**Recorded information**
# # #

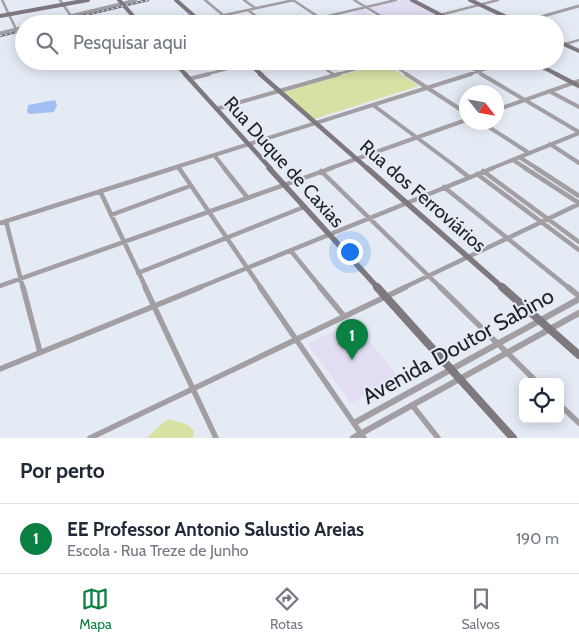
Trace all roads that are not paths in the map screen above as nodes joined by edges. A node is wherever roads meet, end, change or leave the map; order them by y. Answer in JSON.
{"nodes":[{"id":1,"x":2,"y":0,"type":"edge"},
{"id":2,"x":60,"y":0,"type":"edge"},
{"id":3,"x":88,"y":0,"type":"edge"},
{"id":4,"x":119,"y":0,"type":"edge"},
{"id":5,"x":136,"y":0,"type":"edge"},
{"id":6,"x":176,"y":0,"type":"edge"},
{"id":7,"x":205,"y":0,"type":"edge"},
{"id":8,"x":244,"y":0,"type":"edge"},
{"id":9,"x":294,"y":0,"type":"edge"},
{"id":10,"x":354,"y":0,"type":"edge"},
{"id":11,"x":396,"y":0,"type":"edge"},
{"id":12,"x":412,"y":0,"type":"edge"},
{"id":13,"x":470,"y":0,"type":"edge"},
{"id":14,"x":498,"y":0,"type":"edge"},
{"id":15,"x":123,"y":4,"type":"junction"},
{"id":16,"x":63,"y":5,"type":"junction"},
{"id":17,"x":480,"y":5,"type":"junction"},
{"id":18,"x":579,"y":6,"type":"edge"},
{"id":19,"x":366,"y":7,"type":"junction"},
{"id":20,"x":255,"y":8,"type":"junction"},
{"id":21,"x":248,"y":10,"type":"junction"},
{"id":22,"x":9,"y":14,"type":"junction"},
{"id":23,"x":70,"y":15,"type":"edge"},
{"id":24,"x":75,"y":15,"type":"edge"},
{"id":25,"x":132,"y":15,"type":"edge"},
{"id":26,"x":193,"y":15,"type":"edge"},
{"id":27,"x":223,"y":15,"type":"joint"},
{"id":28,"x":254,"y":15,"type":"edge"},
{"id":29,"x":316,"y":15,"type":"edge"},
{"id":30,"x":333,"y":15,"type":"edge"},
{"id":31,"x":379,"y":15,"type":"edge"},
{"id":32,"x":441,"y":15,"type":"joint"},
{"id":33,"x":501,"y":15,"type":"edge"},
{"id":34,"x":549,"y":15,"type":"edge"},
{"id":35,"x":0,"y":16,"type":"edge"},
{"id":36,"x":15,"y":27,"type":"edge"},
{"id":37,"x":15,"y":29,"type":"edge"},
{"id":38,"x":0,"y":33,"type":"edge"},
{"id":39,"x":579,"y":40,"type":"edge"},
{"id":40,"x":565,"y":44,"type":"joint"},
{"id":41,"x":579,"y":51,"type":"edge"},
{"id":42,"x":181,"y":70,"type":"edge"},
{"id":43,"x":220,"y":70,"type":"edge"},
{"id":44,"x":256,"y":70,"type":"edge"},
{"id":45,"x":327,"y":70,"type":"edge"},
{"id":46,"x":352,"y":70,"type":"edge"},
{"id":47,"x":399,"y":70,"type":"edge"},
{"id":48,"x":474,"y":70,"type":"edge"},
{"id":49,"x":483,"y":70,"type":"edge"},
{"id":50,"x":548,"y":70,"type":"edge"},
{"id":51,"x":477,"y":72,"type":"junction"},
{"id":52,"x":334,"y":75,"type":"junction"},
{"id":53,"x":189,"y":79,"type":"junction"},
{"id":54,"x":579,"y":81,"type":"edge"},
{"id":55,"x":573,"y":83,"type":"junction"},
{"id":56,"x":579,"y":86,"type":"edge"},
{"id":57,"x":427,"y":88,"type":"junction"},
{"id":58,"x":279,"y":91,"type":"junction"},
{"id":59,"x":549,"y":91,"type":"junction"},
{"id":60,"x":525,"y":100,"type":"junction"},
{"id":61,"x":373,"y":105,"type":"junction"},
{"id":62,"x":504,"y":107,"type":"edge"},
{"id":63,"x":579,"y":107,"type":"edge"},
{"id":64,"x":216,"y":108,"type":"junction"},
{"id":65,"x":459,"y":109,"type":"edge"},
{"id":66,"x":459,"y":122,"type":"edge"},
{"id":67,"x":316,"y":123,"type":"junction"},
{"id":68,"x":493,"y":130,"type":"edge"},
{"id":69,"x":578,"y":133,"type":"edge"},
{"id":70,"x":417,"y":137,"type":"junction"},
{"id":71,"x":248,"y":144,"type":"junction"},
{"id":72,"x":550,"y":144,"type":"junction"},
{"id":73,"x":529,"y":153,"type":"junction"},
{"id":74,"x":214,"y":155,"type":"junction"},
{"id":75,"x":519,"y":157,"type":"junction"},
{"id":76,"x":356,"y":159,"type":"junction"},
{"id":77,"x":512,"y":160,"type":"junction"},
{"id":78,"x":579,"y":163,"type":"edge"},
{"id":79,"x":178,"y":167,"type":"junction"},
{"id":80,"x":321,"y":171,"type":"junction"},
{"id":81,"x":483,"y":172,"type":"junction"},
{"id":82,"x":477,"y":174,"type":"junction"},
{"id":83,"x":469,"y":177,"type":"junction"},
{"id":84,"x":284,"y":184,"type":"junction"},
{"id":85,"x":190,"y":186,"type":"junction"},
{"id":86,"x":444,"y":187,"type":"junction"},
{"id":87,"x":100,"y":191,"type":"junction"},
{"id":88,"x":579,"y":196,"type":"edge"},
{"id":89,"x":247,"y":197,"type":"junction"},
{"id":90,"x":406,"y":203,"type":"junction"},
{"id":91,"x":579,"y":204,"type":"edge"},
{"id":92,"x":304,"y":207,"type":"junction"},
{"id":93,"x":208,"y":212,"type":"junction"},
{"id":94,"x":111,"y":215,"type":"junction"},
{"id":95,"x":369,"y":218,"type":"junction"},
{"id":96,"x":548,"y":219,"type":"junction"},
{"id":97,"x":6,"y":221,"type":"junction"},
{"id":98,"x":542,"y":222,"type":"junction"},
{"id":99,"x":0,"y":223,"type":"edge"},
{"id":100,"x":330,"y":235,"type":"junction"},
{"id":101,"x":225,"y":237,"type":"junction"},
{"id":102,"x":506,"y":239,"type":"junction"},
{"id":103,"x":123,"y":242,"type":"junction"},
{"id":104,"x":579,"y":242,"type":"edge"},
{"id":105,"x":579,"y":250,"type":"edge"},
{"id":106,"x":291,"y":251,"type":"junction"},
{"id":107,"x":468,"y":257,"type":"junction"},
{"id":108,"x":247,"y":268,"type":"junction"},
{"id":109,"x":138,"y":273,"type":"junction"},
{"id":110,"x":428,"y":276,"type":"junction"},
{"id":111,"x":20,"y":279,"type":"junction"},
{"id":112,"x":0,"y":286,"type":"edge"},
{"id":113,"x":385,"y":296,"type":"junction"},
{"id":114,"x":579,"y":298,"type":"edge"},
{"id":115,"x":153,"y":307,"type":"junction"},
{"id":116,"x":579,"y":312,"type":"edge"},
{"id":117,"x":344,"y":316,"type":"junction"},
{"id":118,"x":540,"y":320,"type":"junction"},
{"id":119,"x":550,"y":329,"type":"junction"},
{"id":120,"x":297,"y":338,"type":"junction"},
{"id":121,"x":498,"y":344,"type":"junction"},
{"id":122,"x":40,"y":352,"type":"junction"},
{"id":123,"x":507,"y":353,"type":"junction"},
{"id":124,"x":579,"y":355,"type":"edge"},
{"id":125,"x":0,"y":369,"type":"edge"},
{"id":126,"x":452,"y":369,"type":"junction"},
{"id":127,"x":532,"y":378,"type":"edge"},
{"id":128,"x":460,"y":379,"type":"junction"},
{"id":129,"x":192,"y":388,"type":"junction"},
{"id":130,"x":412,"y":406,"type":"junction"},
{"id":131,"x":564,"y":409,"type":"edge"},
{"id":132,"x":354,"y":423,"type":"junction"},
{"id":133,"x":579,"y":423,"type":"edge"},
{"id":134,"x":363,"y":436,"type":"edge"},
{"id":135,"x":90,"y":438,"type":"edge"},
{"id":136,"x":216,"y":438,"type":"edge"},
{"id":137,"x":353,"y":438,"type":"edge"},
{"id":138,"x":438,"y":438,"type":"edge"},
{"id":139,"x":513,"y":438,"type":"edge"}],
"edges":[{"from":1,"to":22,"type":"street"},
{"from":2,"to":16,"type":"street"},
{"from":3,"to":16,"type":"main road"},
{"from":4,"to":15,"type":"main road"},
{"from":5,"to":15,"type":"street"},
{"from":6,"to":26,"type":"main road"},
{"from":7,"to":27,"type":"street"},
{"from":8,"to":20,"type":"street"},
{"from":9,"to":20,"type":"street"},
{"from":9,"to":29,"type":"street"},
{"from":10,"to":19,"type":"street"},
{"from":11,"to":19,"type":"street"},
{"from":12,"to":32,"type":"main road"},
{"from":13,"to":17,"type":"main road"},
{"from":14,"to":17,"type":"street"},
{"from":15,"to":24,"type":"street"},
{"from":15,"to":25,"type":"main road"},
{"from":16,"to":22,"type":"main road"},
{"from":16,"to":23,"type":"street"},
{"from":17,"to":32,"type":"street"},
{"from":17,"to":33,"type":"main road"},
{"from":18,"to":34,"type":"street"},
{"from":19,"to":30,"type":"street"},
{"from":19,"to":31,"type":"street"},
{"from":20,"to":21,"type":"street"},
{"from":21,"to":27,"type":"street"},
{"from":21,"to":28,"type":"street"},
{"from":22,"to":35,"type":"main road"},
{"from":22,"to":36,"type":"street"},
{"from":37,"to":38,"type":"street"},
{"from":39,"to":40,"type":"street"},
{"from":40,"to":41,"type":"main road"},
{"from":42,"to":53,"type":"main road","name":"Rua Duque de Caxias"},
{"from":43,"to":53,"type":"street"},
{"from":44,"to":58,"type":"main road","name":"Rua dos Ferroviários"},
{"from":45,"to":52,"type":"street"},
{"from":46,"to":52,"type":"street"},
{"from":47,"to":57,"type":"street"},
{"from":48,"to":51,"type":"street"},
{"from":49,"to":51,"type":"street"},
{"from":50,"to":55,"type":"main road"},
{"from":51,"to":57,"type":"street"},
{"from":51,"to":60,"type":"street"},
{"from":52,"to":58,"type":"street"},
{"from":53,"to":64,"type":"main road","name":"Rua Duque de Caxias"},
{"from":54,"to":55,"type":"street"},
{"from":55,"to":56,"type":"main road"},
{"from":55,"to":59,"type":"street"},
{"from":57,"to":61,"type":"street"},
{"from":57,"to":65,"type":"street"},
{"from":58,"to":64,"type":"street"},
{"from":58,"to":67,"type":"main road","name":"Rua dos Ferroviários"},
{"from":59,"to":60,"type":"street"},
{"from":59,"to":63,"type":"street"},
{"from":60,"to":62,"type":"street"},
{"from":60,"to":69,"type":"street"},
{"from":61,"to":67,"type":"street"},
{"from":61,"to":70,"type":"street"},
{"from":64,"to":71,"type":"main road","name":"Rua Duque de Caxias"},
{"from":66,"to":70,"type":"street"},
{"from":67,"to":71,"type":"street"},
{"from":67,"to":76,"type":"main road","name":"Rua dos Ferroviários"},
{"from":68,"to":73,"type":"street"},
{"from":69,"to":72,"type":"street"},
{"from":70,"to":76,"type":"street"},
{"from":70,"to":83,"type":"street"},
{"from":71,"to":74,"type":"street"},
{"from":71,"to":84,"type":"main road","name":"Rua Duque de Caxias"},
{"from":72,"to":73,"type":"street"},
{"from":72,"to":78,"type":"street"},
{"from":73,"to":75,"type":"street"},
{"from":74,"to":79,"type":"street"},
{"from":74,"to":89,"type":"street"},
{"from":75,"to":77,"type":"street"},
{"from":75,"to":88,"type":"street"},
{"from":76,"to":80,"type":"street"},
{"from":76,"to":90,"type":"main road","name":"Rua dos Ferroviários"},
{"from":77,"to":81,"type":"street"},
{"from":77,"to":91,"type":"street"},
{"from":79,"to":85,"type":"street"},
{"from":79,"to":87,"type":"street"},
{"from":80,"to":84,"type":"street"},
{"from":80,"to":95,"type":"street"},
{"from":81,"to":82,"type":"street"},
{"from":81,"to":96,"type":"street"},
{"from":82,"to":83,"type":"street"},
{"from":82,"to":98,"type":"street"},
{"from":83,"to":86,"type":"street"},
{"from":84,"to":89,"type":"street"},
{"from":84,"to":92,"type":"main road","name":"Rua Duque de Caxias"},
{"from":85,"to":93,"type":"street"},
{"from":85,"to":94,"type":"street"},
{"from":86,"to":90,"type":"street"},
{"from":86,"to":102,"type":"street"},
{"from":87,"to":94,"type":"street"},
{"from":87,"to":97,"type":"street"},
{"from":89,"to":93,"type":"street"},
{"from":90,"to":95,"type":"street"},
{"from":90,"to":107,"type":"main road","name":"Rua dos Ferroviários"},
{"from":91,"to":96,"type":"street"},
{"from":92,"to":100,"type":"main road","name":"Rua Duque de Caxias"},
{"from":92,"to":101,"type":"street"},
{"from":93,"to":101,"type":"street"},
{"from":93,"to":103,"type":"street"},
{"from":94,"to":103,"type":"street"},
{"from":95,"to":100,"type":"street"},
{"from":95,"to":110,"type":"street"},
{"from":96,"to":98,"type":"street"},
{"from":96,"to":104,"type":"street"},
{"from":97,"to":99,"type":"street"},
{"from":97,"to":111,"type":"street"},
{"from":98,"to":102,"type":"street"},
{"from":98,"to":105,"type":"street"},
{"from":100,"to":106,"type":"street"},
{"from":100,"to":113,"type":"main road","name":"Rua Duque de Caxias"},
{"from":101,"to":108,"type":"street"},
{"from":101,"to":109,"type":"street"},
{"from":102,"to":107,"type":"street"},
{"from":102,"to":114,"type":"street"},
{"from":103,"to":109,"type":"street"},
{"from":103,"to":111,"type":"street"},
{"from":106,"to":108,"type":"street"},
{"from":106,"to":117,"type":"street"},
{"from":107,"to":110,"type":"street"},
{"from":107,"to":118,"type":"main road","name":"Rua dos Ferroviários"},
{"from":108,"to":115,"type":"street"},
{"from":108,"to":120,"type":"street"},
{"from":109,"to":115,"type":"street"},
{"from":110,"to":113,"type":"street"},
{"from":110,"to":121,"type":"street"},
{"from":111,"to":112,"type":"street"},
{"from":111,"to":122,"type":"street"},
{"from":113,"to":117,"type":"street"},
{"from":113,"to":126,"type":"main road","name":"Rua Duque de Caxias"},
{"from":114,"to":118,"type":"street","name":"Avenida Doutor Sabino"},
{"from":115,"to":122,"type":"street"},
{"from":115,"to":129,"type":"street"},
{"from":116,"to":119,"type":"street","name":"Avenida Doutor Sabino"},
{"from":117,"to":120,"type":"street"},
{"from":118,"to":119,"type":"main road","name":"Rua dos Ferroviários"},
{"from":118,"to":121,"type":"street","name":"Avenida Doutor Sabino"},
{"from":119,"to":123,"type":"street","name":"Avenida Doutor Sabino"},
{"from":119,"to":124,"type":"main road","name":"Rua dos Ferroviários"},
{"from":120,"to":129,"type":"street"},
{"from":120,"to":132,"type":"street"},
{"from":121,"to":123,"type":"street"},
{"from":121,"to":126,"type":"street","name":"Avenida Doutor Sabino"},
{"from":122,"to":125,"type":"street"},
{"from":123,"to":127,"type":"street"},
{"from":123,"to":128,"type":"street","name":"Avenida Doutor Sabino"},
{"from":126,"to":128,"type":"main road","name":"Rua Duque de Caxias"},
{"from":126,"to":132,"type":"street","name":"Avenida Doutor Sabino"},
{"from":128,"to":130,"type":"street","name":"Avenida Doutor Sabino"},
{"from":128,"to":139,"type":"main road","name":"Rua Duque de Caxias"},
{"from":129,"to":135,"type":"street"},
{"from":129,"to":136,"type":"street"},
{"from":130,"to":134,"type":"street","name":"Avenida Doutor Sabino"},
{"from":130,"to":138,"type":"street"},
{"from":131,"to":133,"type":"street"},
{"from":132,"to":134,"type":"street"},
{"from":134,"to":137,"type":"street","name":"Avenida Doutor Sabino"}]}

# # #

**What the task requires**
Say how many lines above include "Doutor", please, and nothing else.

**Exercise result**
10